I have been asked this question more than a few times, by potential do-it-yourselfers, who are considering constructing their own buildings. Jeff, one of the Building Designers at Hansen Pole Buildings, got asked this very same question again yesterday.
I am certain most people ask this question, as they are considering how to go about lifting the trusses into place on their new buildings – by hand. My advice is – please use equipment. Lifting by hand is just an accident looking for a place to happen. Neither a broken truss, nor an injured person is worth the risk.
So, back to the question at hand….
Several factors are going to influence truss weight – how far does the truss span (the width of the building), what loads are carried by the truss, and what part of the country is the building in? To a lesser extent the slope of the truss will influence the weight as well.

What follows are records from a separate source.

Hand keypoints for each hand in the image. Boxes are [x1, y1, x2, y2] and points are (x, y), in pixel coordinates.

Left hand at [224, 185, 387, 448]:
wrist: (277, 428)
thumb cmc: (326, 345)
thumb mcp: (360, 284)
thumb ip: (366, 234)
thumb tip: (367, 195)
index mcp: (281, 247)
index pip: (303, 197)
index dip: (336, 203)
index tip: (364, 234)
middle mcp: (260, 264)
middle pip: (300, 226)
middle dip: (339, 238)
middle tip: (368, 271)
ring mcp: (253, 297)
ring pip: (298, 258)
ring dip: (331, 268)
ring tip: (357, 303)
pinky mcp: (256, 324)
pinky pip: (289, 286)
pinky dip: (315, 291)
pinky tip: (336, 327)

The slope? Yes! In most cases a 4/12 roof slope is going to be the most efficient combination of load carrying ability and economics. Slopes flatter than 4/12, especially with wider spans or heavier roof loads, are going to need to be “beefed up” in order to carry the same loads as a steeper slope. As slopes get progressively steeper, the length of the top chord increases, as does the length of the internal members (the “webs”).
Where does span fit into the mix? In engineering calculations, the span of a beam (a truss is a beam) is squared. This means a 30 foot span is 50% wider than a 20 foot span, but must have 225% of the load carrying capacity! The load carrying capacity is handled by larger or higher graded material being used for the truss top and bottom chords, as well as the webs. Roof truss plates, the pressed in steel connectors, also get larger.

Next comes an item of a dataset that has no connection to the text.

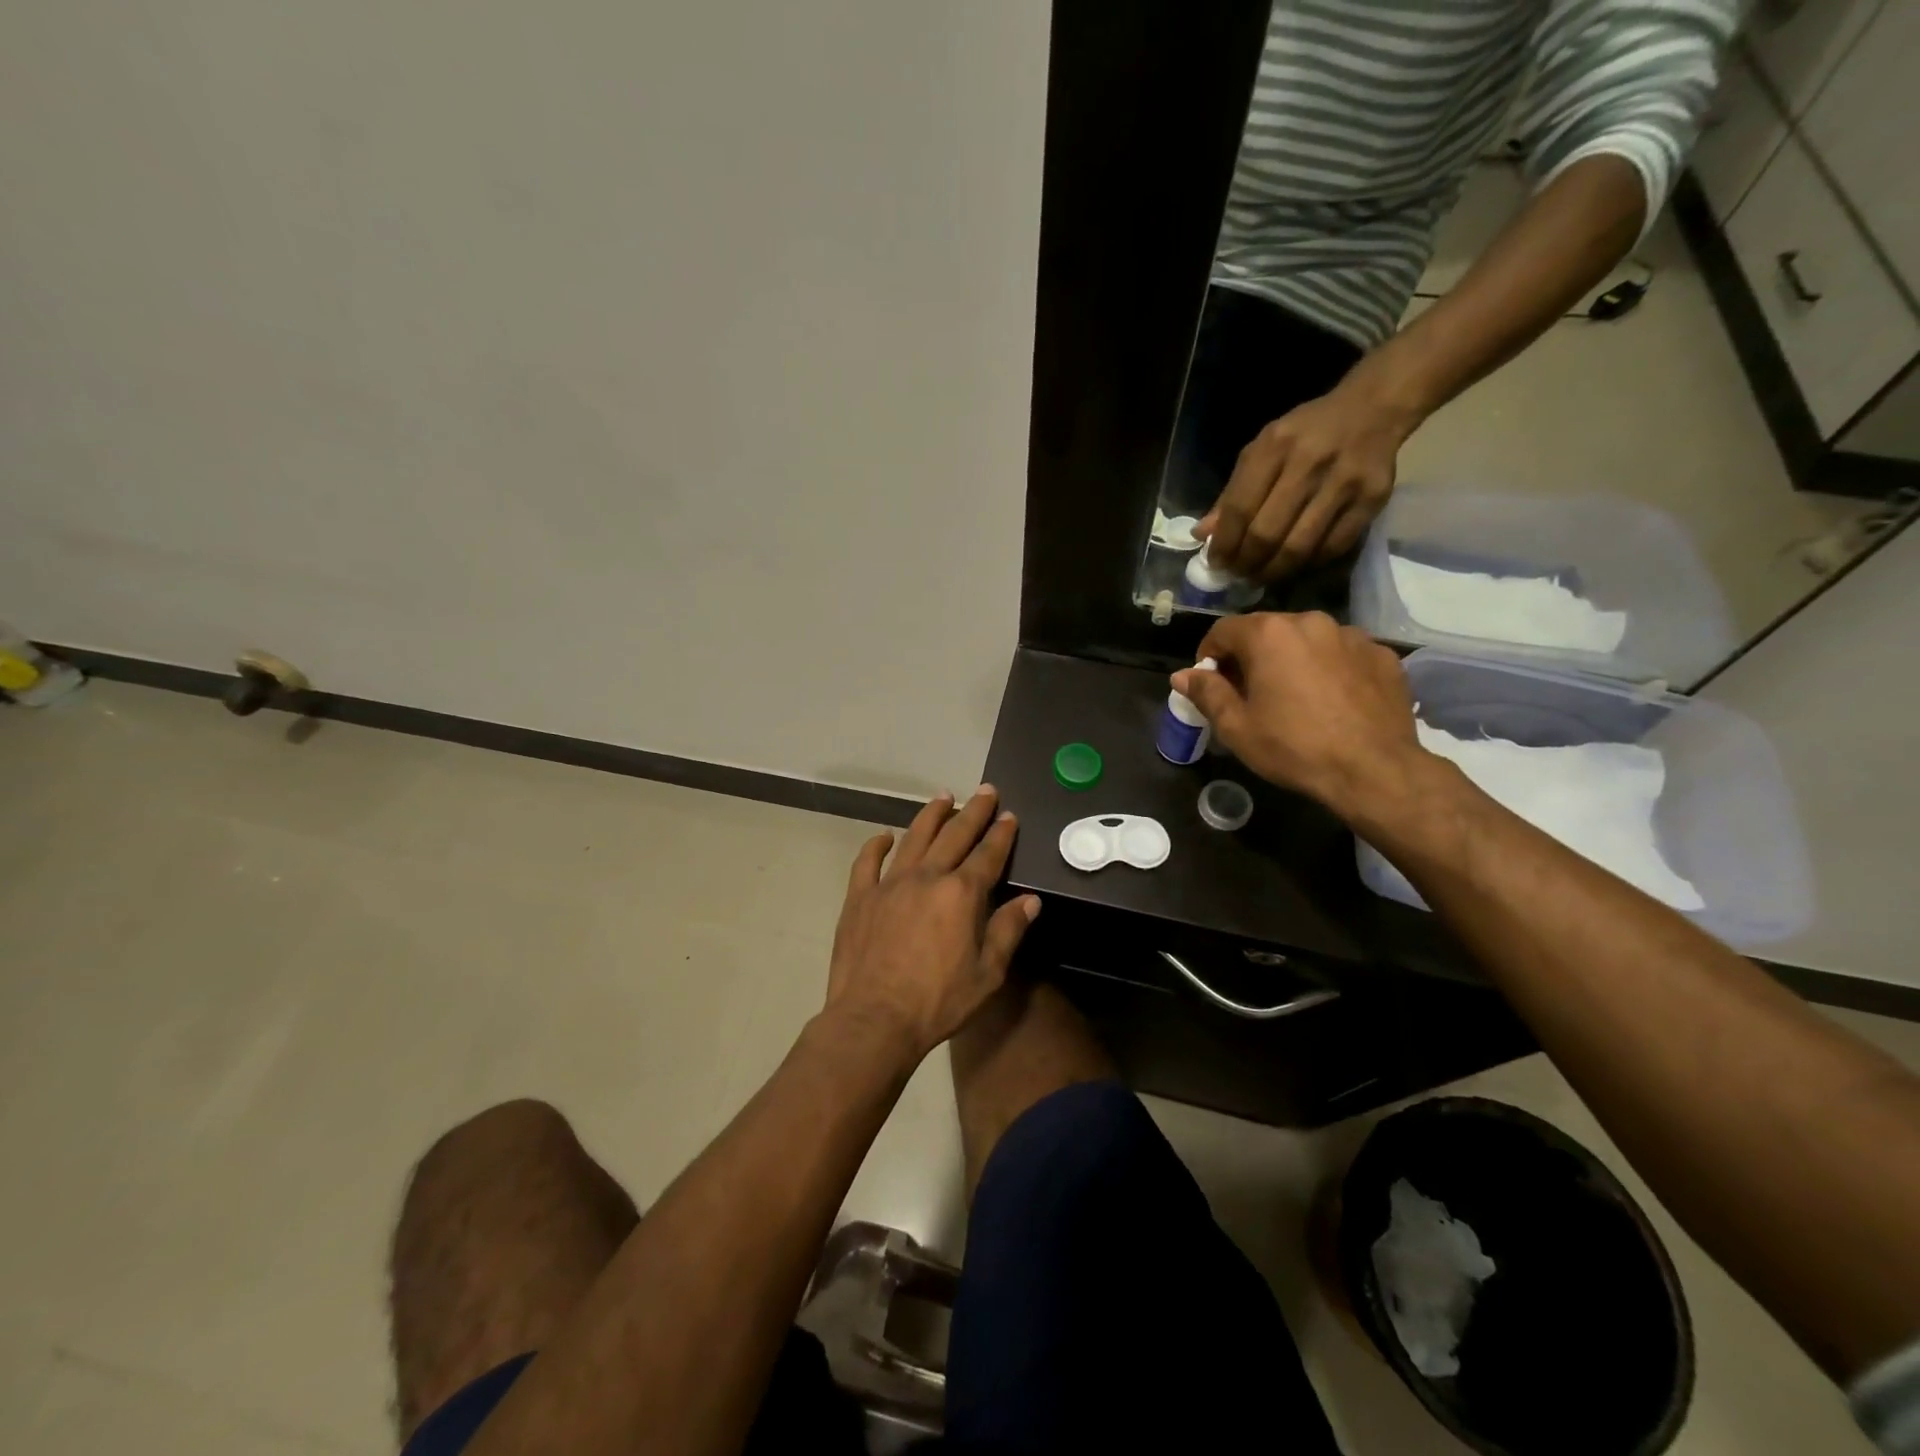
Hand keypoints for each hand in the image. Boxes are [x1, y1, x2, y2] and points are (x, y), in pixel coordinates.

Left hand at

What loads are being piled on? Besides any snow loads, the trusses also must be able to carry dead, or permanent loads. Besides the weight of the truss itself, these would include roofing materials (steel roofing over purlins being relatively light, shingles over oriented strand board – osb, being eight to even 10 times as heavy).

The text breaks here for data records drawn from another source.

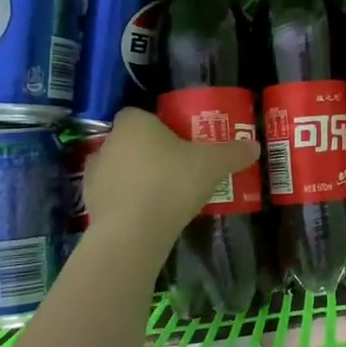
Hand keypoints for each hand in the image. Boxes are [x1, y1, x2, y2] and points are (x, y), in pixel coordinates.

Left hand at [80, 109, 258, 252]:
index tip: (179, 142)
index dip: (160, 127)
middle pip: (132, 142)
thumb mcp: (212, 165)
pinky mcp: (90, 204)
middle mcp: (108, 143)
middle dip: (150, 153)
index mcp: (133, 123)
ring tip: (164, 195)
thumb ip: (233, 153)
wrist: (133, 231)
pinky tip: (149, 215)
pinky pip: (114, 196)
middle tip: (178, 168)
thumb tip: (255, 147)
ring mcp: (94, 174)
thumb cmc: (171, 183)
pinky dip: (127, 202)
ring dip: (137, 178)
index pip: (142, 115)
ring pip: (121, 169)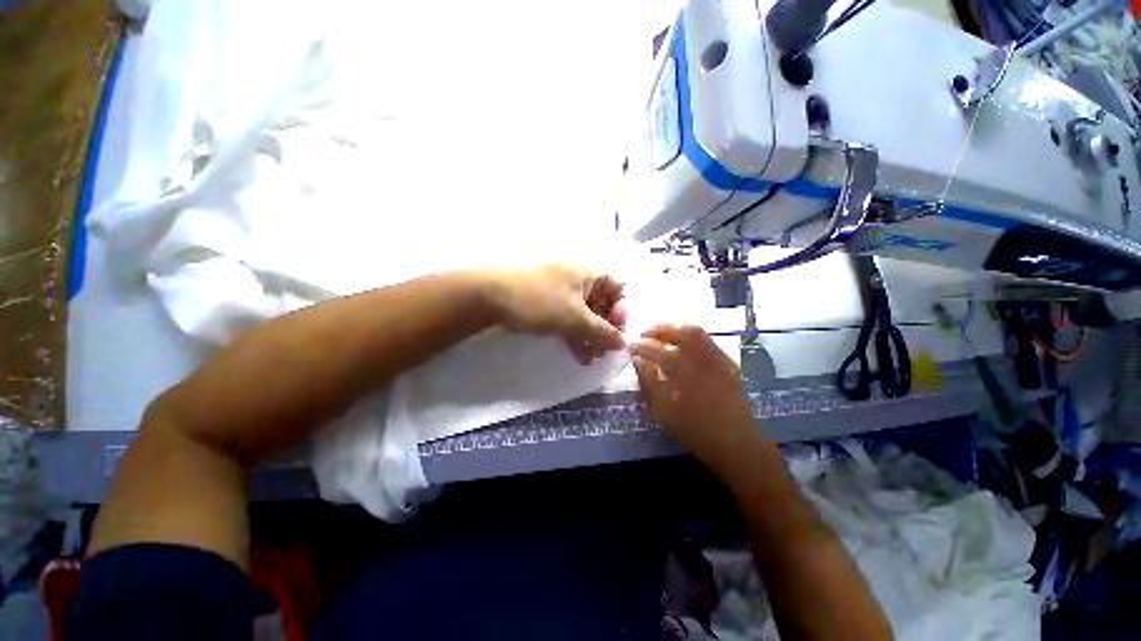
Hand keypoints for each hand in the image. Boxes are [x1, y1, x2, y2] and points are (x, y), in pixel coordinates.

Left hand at [484, 264, 626, 363]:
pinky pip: (568, 317)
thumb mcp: (574, 318)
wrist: (488, 296)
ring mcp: (561, 290)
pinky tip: (578, 354)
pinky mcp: (547, 302)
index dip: (621, 310)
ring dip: (590, 336)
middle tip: (603, 352)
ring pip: (585, 313)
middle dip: (605, 329)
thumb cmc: (538, 301)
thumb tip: (623, 344)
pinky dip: (574, 334)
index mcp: (588, 273)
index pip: (619, 288)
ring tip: (591, 359)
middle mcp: (578, 279)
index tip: (615, 333)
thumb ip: (601, 332)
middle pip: (602, 303)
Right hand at [631, 324, 757, 464]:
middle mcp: (702, 358)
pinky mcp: (728, 363)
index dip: (641, 345)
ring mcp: (718, 358)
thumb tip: (639, 360)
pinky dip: (690, 337)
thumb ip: (649, 381)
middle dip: (660, 327)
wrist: (736, 443)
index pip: (656, 349)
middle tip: (645, 333)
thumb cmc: (694, 429)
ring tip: (662, 335)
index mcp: (683, 371)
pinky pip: (706, 340)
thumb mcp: (663, 409)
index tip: (631, 345)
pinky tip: (682, 346)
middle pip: (680, 330)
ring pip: (696, 331)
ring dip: (675, 328)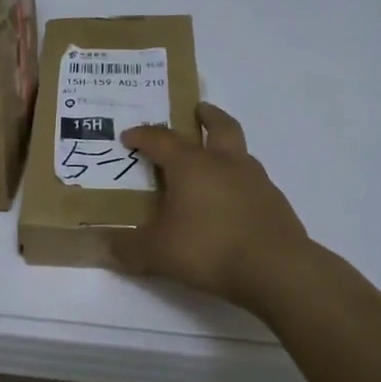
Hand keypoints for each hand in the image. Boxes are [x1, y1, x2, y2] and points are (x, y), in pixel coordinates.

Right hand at [113, 103, 312, 311]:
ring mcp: (256, 181)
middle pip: (220, 126)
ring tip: (214, 163)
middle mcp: (225, 163)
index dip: (143, 135)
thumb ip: (128, 248)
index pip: (162, 139)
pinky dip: (240, 184)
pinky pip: (254, 183)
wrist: (278, 270)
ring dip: (226, 149)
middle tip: (197, 111)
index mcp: (192, 165)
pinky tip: (233, 205)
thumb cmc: (210, 248)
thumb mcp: (158, 252)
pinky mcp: (276, 204)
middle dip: (207, 116)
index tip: (129, 136)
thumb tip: (102, 247)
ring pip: (240, 152)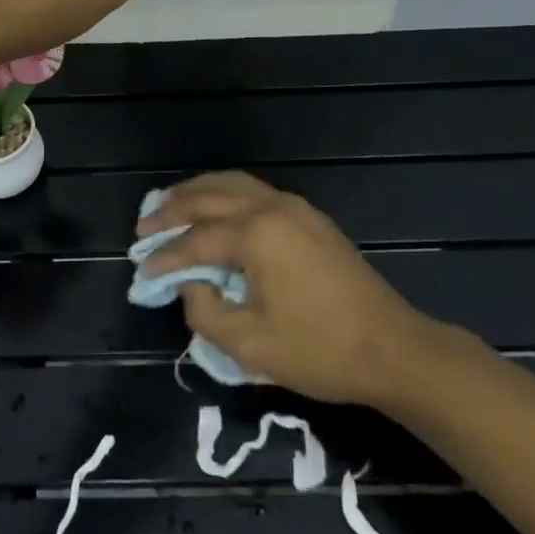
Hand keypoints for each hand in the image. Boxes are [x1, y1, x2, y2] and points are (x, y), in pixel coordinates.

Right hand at [138, 171, 433, 405]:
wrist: (392, 347)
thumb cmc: (319, 350)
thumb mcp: (251, 346)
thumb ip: (205, 312)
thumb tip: (190, 284)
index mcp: (256, 234)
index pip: (196, 240)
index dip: (165, 256)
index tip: (142, 270)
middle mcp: (271, 207)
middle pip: (209, 197)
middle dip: (172, 210)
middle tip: (144, 226)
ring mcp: (293, 206)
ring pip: (232, 183)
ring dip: (197, 192)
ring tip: (170, 204)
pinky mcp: (308, 215)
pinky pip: (253, 190)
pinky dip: (223, 193)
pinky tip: (214, 208)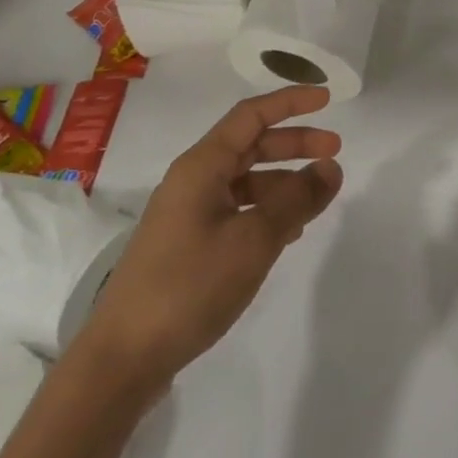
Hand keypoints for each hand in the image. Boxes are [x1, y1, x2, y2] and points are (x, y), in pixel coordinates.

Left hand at [80, 86, 343, 391]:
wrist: (123, 357)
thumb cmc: (190, 286)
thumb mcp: (254, 240)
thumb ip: (296, 199)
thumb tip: (331, 167)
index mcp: (202, 166)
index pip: (251, 115)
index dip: (290, 102)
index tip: (327, 100)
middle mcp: (192, 180)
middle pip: (250, 145)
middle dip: (294, 143)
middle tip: (335, 151)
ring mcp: (187, 213)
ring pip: (245, 180)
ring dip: (283, 181)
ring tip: (317, 200)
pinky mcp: (187, 244)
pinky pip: (236, 210)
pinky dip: (266, 210)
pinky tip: (287, 233)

Why would the part of the country make a difference? In most of the west, trusses are built from Western Hemlock (Hem-Fir), Spruce-Pine-Fir (SPF) or Douglas Fir (DFir or DFL). In the east and south, most often the lumber is Southern Yellow Pine (SYP). The weight of lumber is based upon specific gravity (G). For Southern Pine it is 0.55, Douglas Fir 0.50, Hem-Fir 0.43, SPF 0.42. This makes Southern Pine over 30% heavier than SPF!
With all of this said, the best I can provide is nothing short of PFA (Plucked From the Air).
My truss weight table per single truss:
24’ truss, 120-150#,
Regardless of truss span or truss weight, use common sense when lifting the trusses into place. Be careful and your roof system will perform admirably for generations.